Task details
Look for the string "新城东路" in the listing below, then copy every line that has it.

┄┄┄┄┄┄┄┄┄┄

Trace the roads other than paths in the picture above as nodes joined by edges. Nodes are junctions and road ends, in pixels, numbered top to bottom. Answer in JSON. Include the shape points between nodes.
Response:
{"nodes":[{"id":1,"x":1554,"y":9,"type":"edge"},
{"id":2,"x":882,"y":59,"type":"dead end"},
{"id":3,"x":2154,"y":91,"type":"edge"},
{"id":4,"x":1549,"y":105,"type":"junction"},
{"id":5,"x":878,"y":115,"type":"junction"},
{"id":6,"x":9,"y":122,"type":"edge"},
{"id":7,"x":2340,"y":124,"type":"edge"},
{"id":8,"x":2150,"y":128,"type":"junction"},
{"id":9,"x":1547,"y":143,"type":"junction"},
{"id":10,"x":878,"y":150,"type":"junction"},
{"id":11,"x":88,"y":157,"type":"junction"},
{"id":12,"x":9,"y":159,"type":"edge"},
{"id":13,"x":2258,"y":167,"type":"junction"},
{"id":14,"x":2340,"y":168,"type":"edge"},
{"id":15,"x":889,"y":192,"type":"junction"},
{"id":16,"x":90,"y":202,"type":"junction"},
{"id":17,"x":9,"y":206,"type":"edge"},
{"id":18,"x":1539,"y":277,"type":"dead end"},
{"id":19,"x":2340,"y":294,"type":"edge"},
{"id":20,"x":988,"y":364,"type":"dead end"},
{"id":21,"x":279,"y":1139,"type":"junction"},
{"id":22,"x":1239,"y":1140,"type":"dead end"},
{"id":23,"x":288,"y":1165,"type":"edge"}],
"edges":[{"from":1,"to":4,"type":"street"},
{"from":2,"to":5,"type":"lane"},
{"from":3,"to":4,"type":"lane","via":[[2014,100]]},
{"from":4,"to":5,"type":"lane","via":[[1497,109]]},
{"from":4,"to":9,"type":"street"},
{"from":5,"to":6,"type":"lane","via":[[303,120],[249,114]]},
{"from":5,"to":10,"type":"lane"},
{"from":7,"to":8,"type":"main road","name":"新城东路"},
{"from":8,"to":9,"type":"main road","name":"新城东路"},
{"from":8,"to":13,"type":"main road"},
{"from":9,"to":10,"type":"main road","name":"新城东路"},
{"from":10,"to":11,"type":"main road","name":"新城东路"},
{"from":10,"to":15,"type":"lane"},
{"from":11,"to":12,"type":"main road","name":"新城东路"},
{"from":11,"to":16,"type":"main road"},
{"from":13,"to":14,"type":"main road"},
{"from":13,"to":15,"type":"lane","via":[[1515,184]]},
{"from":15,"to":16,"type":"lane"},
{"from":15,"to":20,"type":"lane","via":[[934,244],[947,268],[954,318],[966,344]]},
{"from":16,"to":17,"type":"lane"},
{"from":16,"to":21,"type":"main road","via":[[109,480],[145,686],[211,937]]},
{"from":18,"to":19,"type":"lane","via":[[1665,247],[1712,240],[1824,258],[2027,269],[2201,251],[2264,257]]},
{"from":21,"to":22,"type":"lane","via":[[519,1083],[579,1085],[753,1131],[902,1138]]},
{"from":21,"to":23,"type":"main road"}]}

┄┄┄┄┄┄┄┄┄┄

Output for this exercise
{"from":7,"to":8,"type":"main road","name":"新城东路"},
{"from":8,"to":9,"type":"main road","name":"新城东路"},
{"from":9,"to":10,"type":"main road","name":"新城东路"},
{"from":10,"to":11,"type":"main road","name":"新城东路"},
{"from":11,"to":12,"type":"main road","name":"新城东路"},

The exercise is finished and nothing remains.